- [Problem to solve]: Check every line of the data for the word "points", and copy those that have it.

=== Begin Enclosure ===

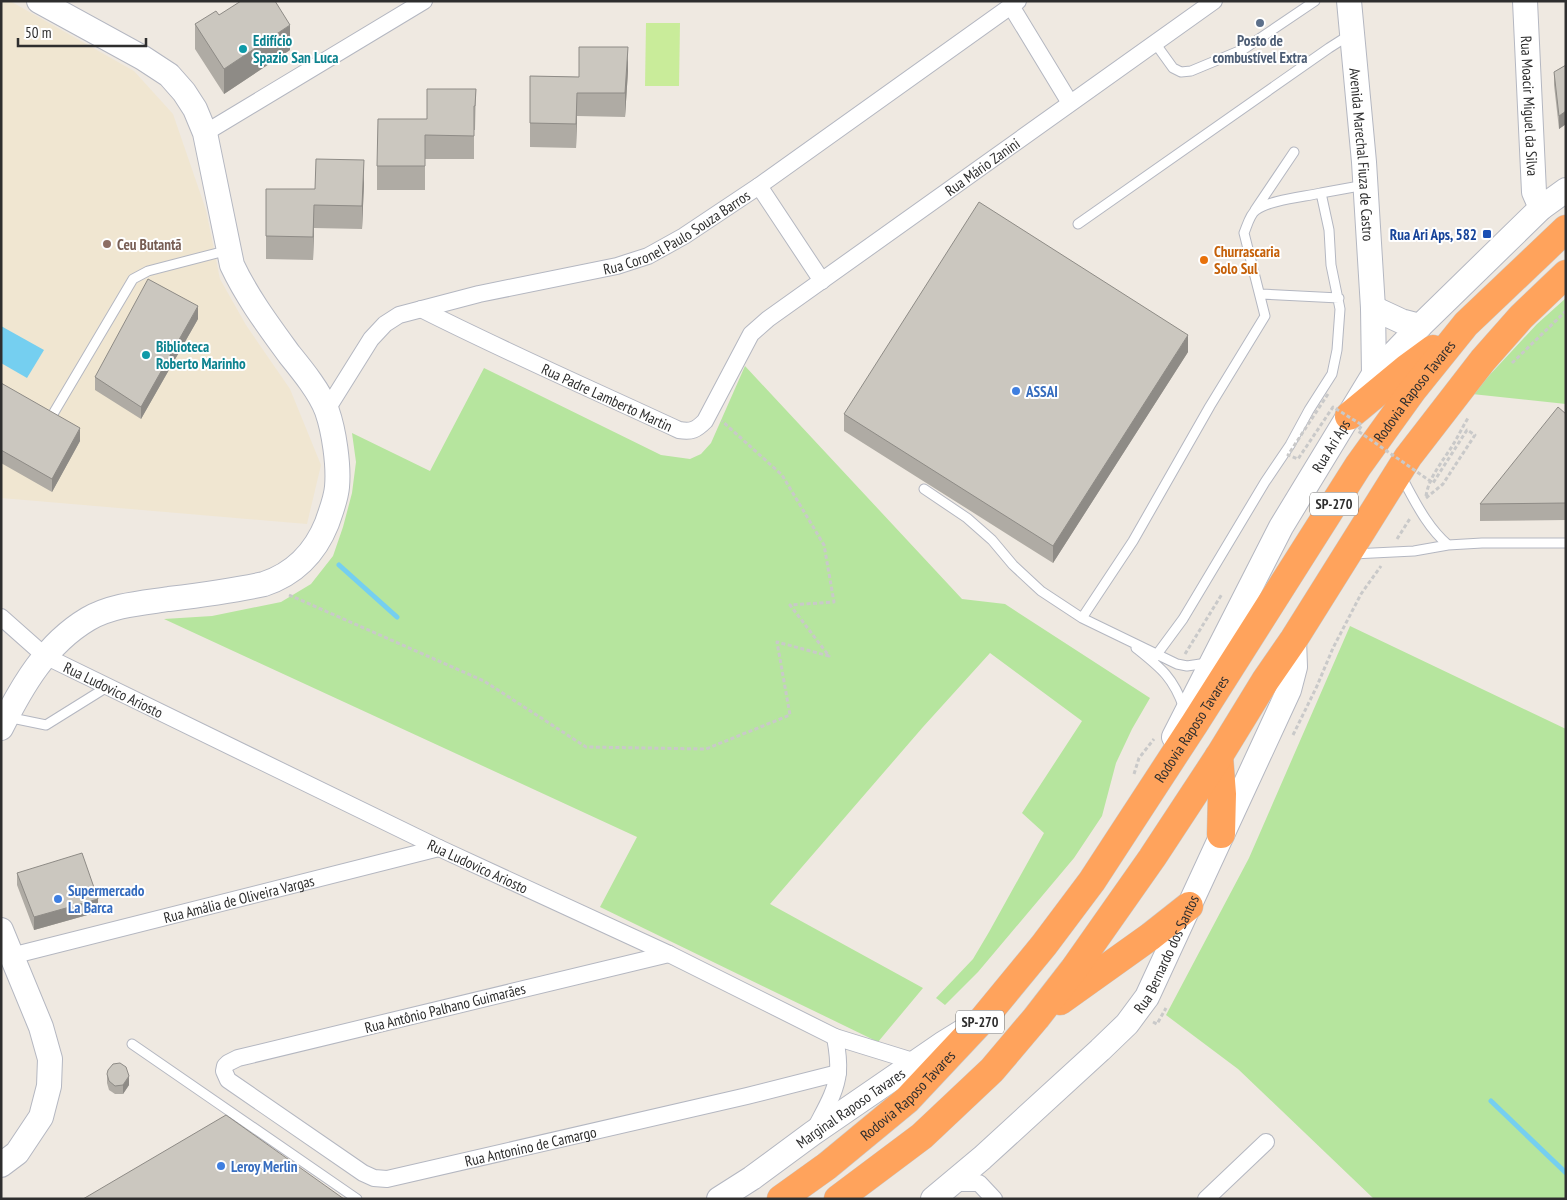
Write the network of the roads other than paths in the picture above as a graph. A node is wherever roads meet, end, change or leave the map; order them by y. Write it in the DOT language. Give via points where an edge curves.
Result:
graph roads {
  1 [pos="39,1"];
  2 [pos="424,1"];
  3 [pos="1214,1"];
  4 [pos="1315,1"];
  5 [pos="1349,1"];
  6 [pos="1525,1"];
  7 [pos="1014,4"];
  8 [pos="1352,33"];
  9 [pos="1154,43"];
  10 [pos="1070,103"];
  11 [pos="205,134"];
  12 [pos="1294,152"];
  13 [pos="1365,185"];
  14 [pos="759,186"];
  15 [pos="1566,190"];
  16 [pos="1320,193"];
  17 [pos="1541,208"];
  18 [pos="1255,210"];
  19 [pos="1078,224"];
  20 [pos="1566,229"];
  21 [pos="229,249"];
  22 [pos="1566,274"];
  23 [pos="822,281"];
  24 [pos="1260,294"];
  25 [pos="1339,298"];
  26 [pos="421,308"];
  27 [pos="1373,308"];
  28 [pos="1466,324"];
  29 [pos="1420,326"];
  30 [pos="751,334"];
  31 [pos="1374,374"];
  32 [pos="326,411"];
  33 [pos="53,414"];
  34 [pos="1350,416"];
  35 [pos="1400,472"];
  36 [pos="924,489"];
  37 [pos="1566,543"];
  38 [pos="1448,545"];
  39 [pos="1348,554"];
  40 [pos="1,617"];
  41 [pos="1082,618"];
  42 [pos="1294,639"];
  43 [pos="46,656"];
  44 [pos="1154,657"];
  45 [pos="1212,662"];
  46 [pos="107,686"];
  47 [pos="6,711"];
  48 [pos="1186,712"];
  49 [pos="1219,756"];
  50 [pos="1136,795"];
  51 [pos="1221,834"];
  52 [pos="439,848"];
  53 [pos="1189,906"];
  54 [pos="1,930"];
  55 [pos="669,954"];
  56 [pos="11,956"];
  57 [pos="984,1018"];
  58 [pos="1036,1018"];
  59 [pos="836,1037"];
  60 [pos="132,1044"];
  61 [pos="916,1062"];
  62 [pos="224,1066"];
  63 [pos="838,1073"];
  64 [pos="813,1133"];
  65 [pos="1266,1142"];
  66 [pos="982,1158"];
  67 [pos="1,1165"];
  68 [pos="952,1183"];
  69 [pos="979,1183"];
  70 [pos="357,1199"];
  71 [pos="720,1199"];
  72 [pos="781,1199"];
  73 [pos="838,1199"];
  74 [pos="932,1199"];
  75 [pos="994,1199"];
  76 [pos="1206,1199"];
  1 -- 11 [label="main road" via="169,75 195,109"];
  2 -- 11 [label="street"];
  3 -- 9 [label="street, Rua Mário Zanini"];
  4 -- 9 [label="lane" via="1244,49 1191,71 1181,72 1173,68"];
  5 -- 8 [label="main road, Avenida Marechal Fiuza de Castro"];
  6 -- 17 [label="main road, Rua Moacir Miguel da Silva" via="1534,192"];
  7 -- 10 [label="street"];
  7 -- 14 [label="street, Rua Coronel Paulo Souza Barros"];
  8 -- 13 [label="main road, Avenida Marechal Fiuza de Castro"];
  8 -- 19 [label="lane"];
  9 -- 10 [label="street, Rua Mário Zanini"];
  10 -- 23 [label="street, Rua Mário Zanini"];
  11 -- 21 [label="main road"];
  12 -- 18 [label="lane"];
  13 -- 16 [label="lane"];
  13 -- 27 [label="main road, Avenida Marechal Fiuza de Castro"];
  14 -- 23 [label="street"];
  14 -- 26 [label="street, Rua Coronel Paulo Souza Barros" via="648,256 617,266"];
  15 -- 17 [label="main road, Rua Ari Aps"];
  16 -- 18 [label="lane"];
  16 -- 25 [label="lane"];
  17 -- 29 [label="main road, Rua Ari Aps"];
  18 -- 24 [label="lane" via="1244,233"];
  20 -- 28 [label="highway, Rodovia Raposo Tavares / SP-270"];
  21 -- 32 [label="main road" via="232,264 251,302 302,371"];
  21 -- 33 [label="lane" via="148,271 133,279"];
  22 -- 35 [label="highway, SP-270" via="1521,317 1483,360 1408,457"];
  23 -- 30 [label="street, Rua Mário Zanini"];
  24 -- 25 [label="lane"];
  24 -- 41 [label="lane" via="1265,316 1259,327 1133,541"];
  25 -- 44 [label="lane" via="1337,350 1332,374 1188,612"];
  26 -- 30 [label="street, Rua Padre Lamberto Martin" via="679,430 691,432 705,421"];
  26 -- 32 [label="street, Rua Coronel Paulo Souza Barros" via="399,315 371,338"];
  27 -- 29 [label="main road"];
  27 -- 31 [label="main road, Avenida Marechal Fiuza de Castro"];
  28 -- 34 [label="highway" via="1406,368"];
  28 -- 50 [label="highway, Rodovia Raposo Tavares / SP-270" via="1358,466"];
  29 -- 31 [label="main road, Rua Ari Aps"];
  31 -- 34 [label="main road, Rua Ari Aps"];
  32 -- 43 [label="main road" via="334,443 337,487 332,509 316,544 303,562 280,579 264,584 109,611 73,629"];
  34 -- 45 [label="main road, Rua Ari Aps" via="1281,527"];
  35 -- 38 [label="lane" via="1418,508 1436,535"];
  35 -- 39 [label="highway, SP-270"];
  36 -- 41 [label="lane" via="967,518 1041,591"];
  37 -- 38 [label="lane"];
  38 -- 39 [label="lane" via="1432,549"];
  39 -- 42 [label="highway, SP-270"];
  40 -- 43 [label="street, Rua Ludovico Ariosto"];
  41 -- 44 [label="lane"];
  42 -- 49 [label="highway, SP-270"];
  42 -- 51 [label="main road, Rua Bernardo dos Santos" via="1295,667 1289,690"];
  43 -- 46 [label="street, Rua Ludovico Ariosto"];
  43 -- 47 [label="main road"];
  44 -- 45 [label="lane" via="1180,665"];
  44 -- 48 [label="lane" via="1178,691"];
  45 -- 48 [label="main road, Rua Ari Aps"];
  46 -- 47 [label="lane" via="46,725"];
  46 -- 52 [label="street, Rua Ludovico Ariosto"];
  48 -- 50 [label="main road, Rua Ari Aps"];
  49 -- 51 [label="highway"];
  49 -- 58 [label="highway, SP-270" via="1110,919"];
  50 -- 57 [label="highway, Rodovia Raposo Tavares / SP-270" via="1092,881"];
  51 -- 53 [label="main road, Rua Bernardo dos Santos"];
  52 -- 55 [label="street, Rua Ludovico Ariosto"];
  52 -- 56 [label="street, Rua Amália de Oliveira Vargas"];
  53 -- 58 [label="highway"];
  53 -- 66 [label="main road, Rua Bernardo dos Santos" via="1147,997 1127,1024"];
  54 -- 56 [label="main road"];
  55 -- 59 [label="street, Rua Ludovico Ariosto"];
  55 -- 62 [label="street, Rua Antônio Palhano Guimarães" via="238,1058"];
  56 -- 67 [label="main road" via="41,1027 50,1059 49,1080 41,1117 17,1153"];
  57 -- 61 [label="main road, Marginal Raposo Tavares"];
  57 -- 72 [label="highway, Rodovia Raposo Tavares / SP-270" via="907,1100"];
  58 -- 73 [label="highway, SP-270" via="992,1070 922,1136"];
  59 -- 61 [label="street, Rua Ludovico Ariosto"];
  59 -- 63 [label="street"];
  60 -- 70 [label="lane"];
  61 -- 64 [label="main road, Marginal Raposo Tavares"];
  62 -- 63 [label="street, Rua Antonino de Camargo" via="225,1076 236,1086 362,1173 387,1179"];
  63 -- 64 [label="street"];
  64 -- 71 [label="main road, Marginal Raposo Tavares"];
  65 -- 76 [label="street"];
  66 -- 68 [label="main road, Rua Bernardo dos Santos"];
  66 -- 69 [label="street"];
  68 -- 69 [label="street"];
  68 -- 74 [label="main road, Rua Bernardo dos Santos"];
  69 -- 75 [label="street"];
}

=== End Enclosure ===
=== Begin Enclosure ===

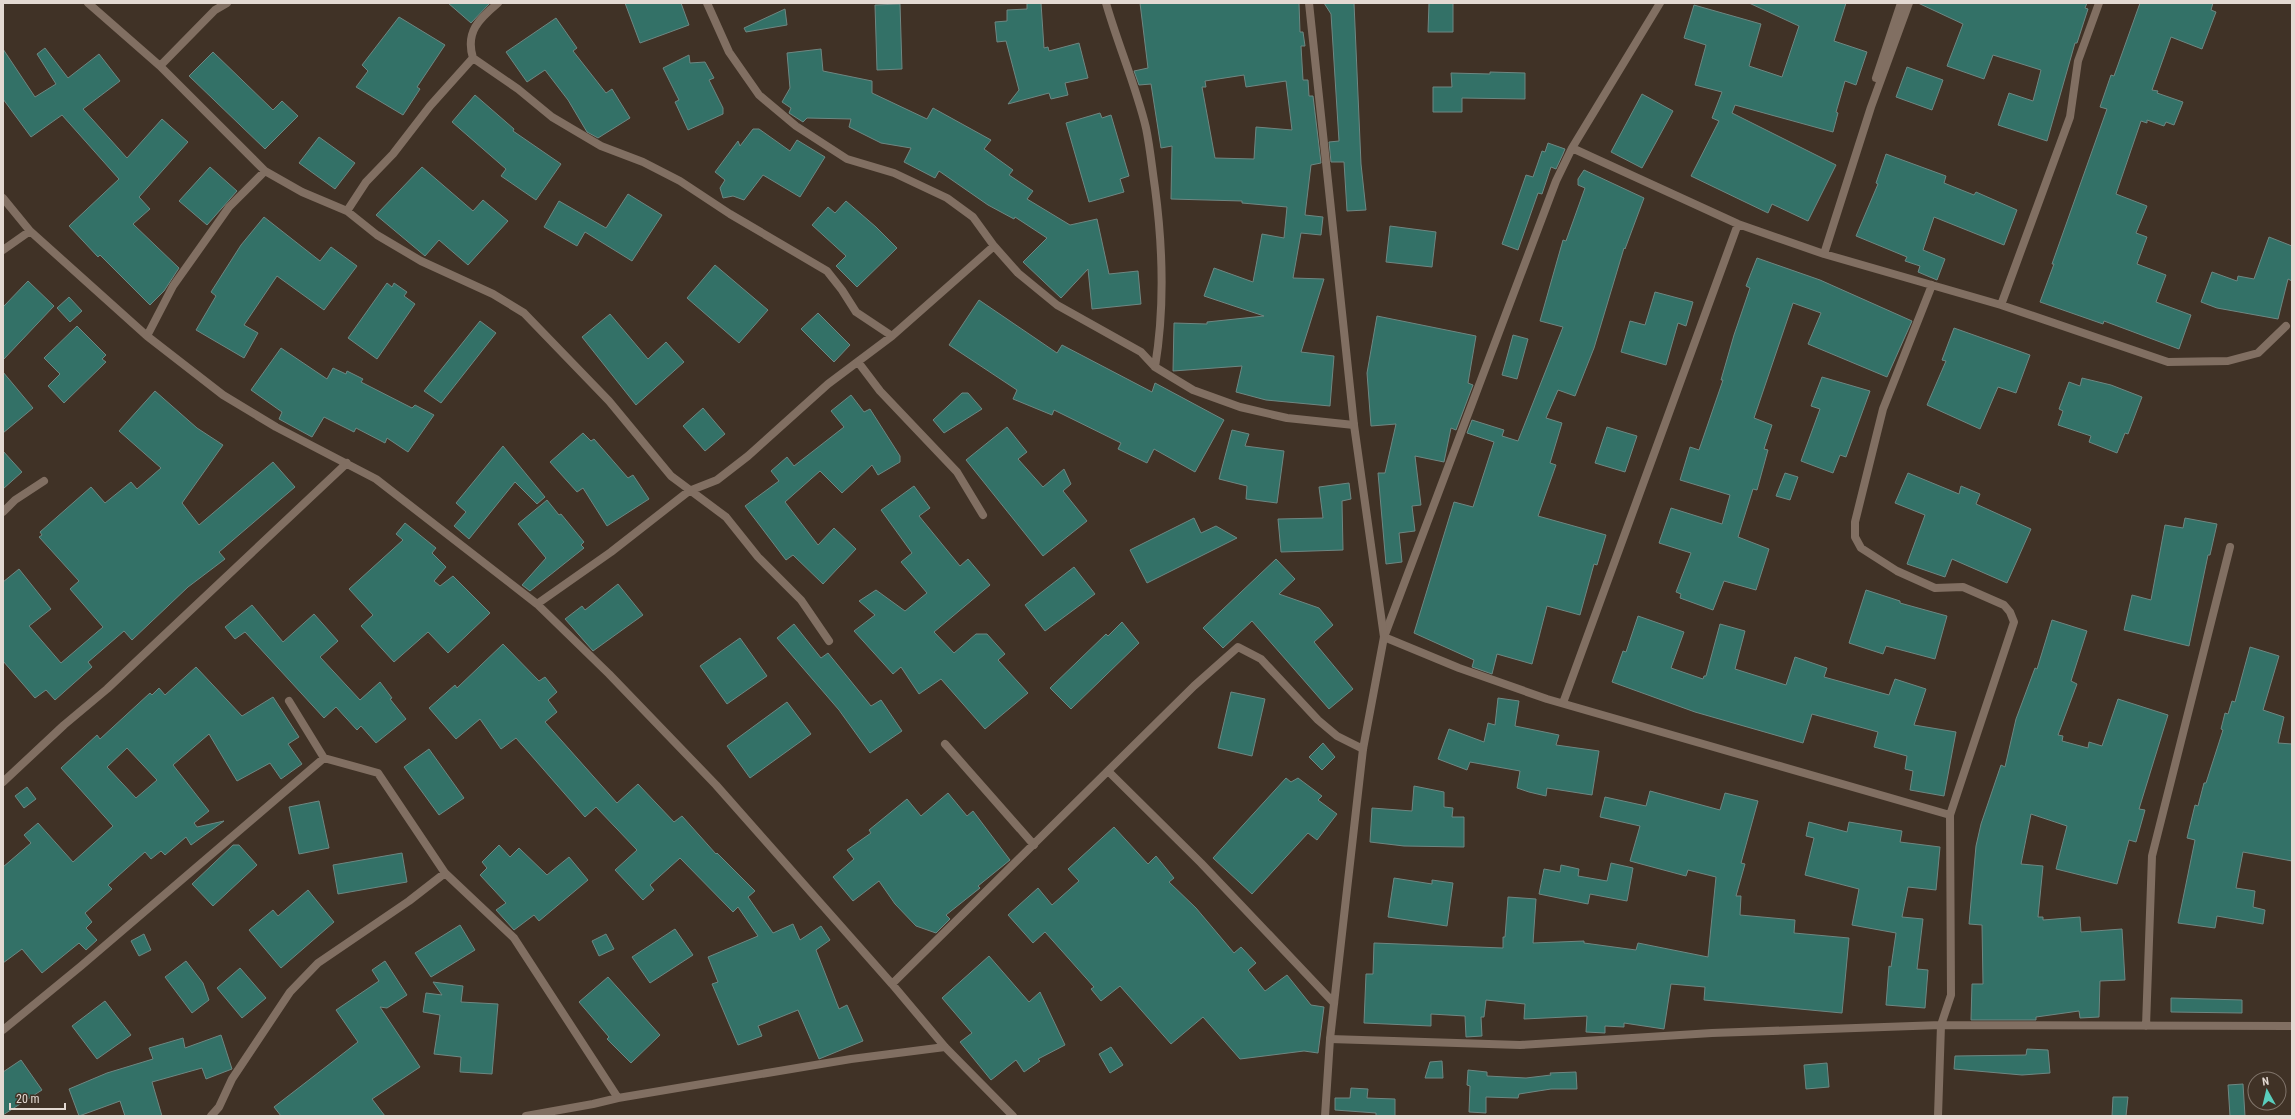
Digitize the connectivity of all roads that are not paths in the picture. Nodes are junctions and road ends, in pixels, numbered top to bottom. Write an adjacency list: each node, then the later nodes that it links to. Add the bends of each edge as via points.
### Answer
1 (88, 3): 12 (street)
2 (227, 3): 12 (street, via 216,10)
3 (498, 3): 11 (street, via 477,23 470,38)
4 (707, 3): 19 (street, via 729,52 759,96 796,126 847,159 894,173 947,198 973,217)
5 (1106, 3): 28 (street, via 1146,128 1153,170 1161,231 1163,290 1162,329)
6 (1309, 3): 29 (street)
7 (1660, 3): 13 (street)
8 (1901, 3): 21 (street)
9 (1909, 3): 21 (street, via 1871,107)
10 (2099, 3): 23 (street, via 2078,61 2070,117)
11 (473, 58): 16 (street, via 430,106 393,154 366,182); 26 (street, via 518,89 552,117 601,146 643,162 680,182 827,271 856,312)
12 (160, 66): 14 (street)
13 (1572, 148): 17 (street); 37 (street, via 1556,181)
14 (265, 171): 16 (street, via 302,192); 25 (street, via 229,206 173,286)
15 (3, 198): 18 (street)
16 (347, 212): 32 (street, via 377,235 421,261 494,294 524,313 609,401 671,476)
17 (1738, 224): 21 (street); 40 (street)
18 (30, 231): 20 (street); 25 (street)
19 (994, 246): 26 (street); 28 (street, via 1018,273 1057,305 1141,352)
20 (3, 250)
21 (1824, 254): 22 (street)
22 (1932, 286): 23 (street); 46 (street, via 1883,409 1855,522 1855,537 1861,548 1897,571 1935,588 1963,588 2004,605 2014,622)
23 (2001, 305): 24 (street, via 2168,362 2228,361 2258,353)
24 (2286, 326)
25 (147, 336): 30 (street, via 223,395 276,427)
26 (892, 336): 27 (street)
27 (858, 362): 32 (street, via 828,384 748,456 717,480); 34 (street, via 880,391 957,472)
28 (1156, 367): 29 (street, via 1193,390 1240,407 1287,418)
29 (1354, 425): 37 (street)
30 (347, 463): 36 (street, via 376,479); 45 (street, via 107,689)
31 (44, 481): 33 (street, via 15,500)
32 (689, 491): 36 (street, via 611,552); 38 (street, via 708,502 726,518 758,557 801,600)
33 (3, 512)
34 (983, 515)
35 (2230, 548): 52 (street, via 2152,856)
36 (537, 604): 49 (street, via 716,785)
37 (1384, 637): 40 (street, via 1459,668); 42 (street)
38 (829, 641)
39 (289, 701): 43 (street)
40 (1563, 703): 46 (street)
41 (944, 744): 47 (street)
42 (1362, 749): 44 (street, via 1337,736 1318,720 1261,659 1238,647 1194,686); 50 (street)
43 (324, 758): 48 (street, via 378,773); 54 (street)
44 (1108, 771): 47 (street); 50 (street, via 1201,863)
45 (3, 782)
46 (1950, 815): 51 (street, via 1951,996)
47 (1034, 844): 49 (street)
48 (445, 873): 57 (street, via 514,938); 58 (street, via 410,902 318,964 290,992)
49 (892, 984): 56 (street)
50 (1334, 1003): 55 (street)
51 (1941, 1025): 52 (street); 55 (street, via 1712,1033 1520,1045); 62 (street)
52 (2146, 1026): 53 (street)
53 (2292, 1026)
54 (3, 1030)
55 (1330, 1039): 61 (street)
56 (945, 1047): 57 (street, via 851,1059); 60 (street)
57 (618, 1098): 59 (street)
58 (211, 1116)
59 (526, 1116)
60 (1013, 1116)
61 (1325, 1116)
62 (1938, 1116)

=== End Enclosure ===

- [Answer box]:
Write the network of the roads other than paths in the picture above as a graph. A node is wherever roads meet, end, change or leave the map; order them by y. Write it in the DOT language. Give via points where an edge curves.
Digitize the connectivity of all roads that are not paths in the picture. Nodes are junctions and road ends, in pixels, numbered top to bottom. Write an adjacency list: each node, then the later nodes that it links to. Add the bends of each edge as via points.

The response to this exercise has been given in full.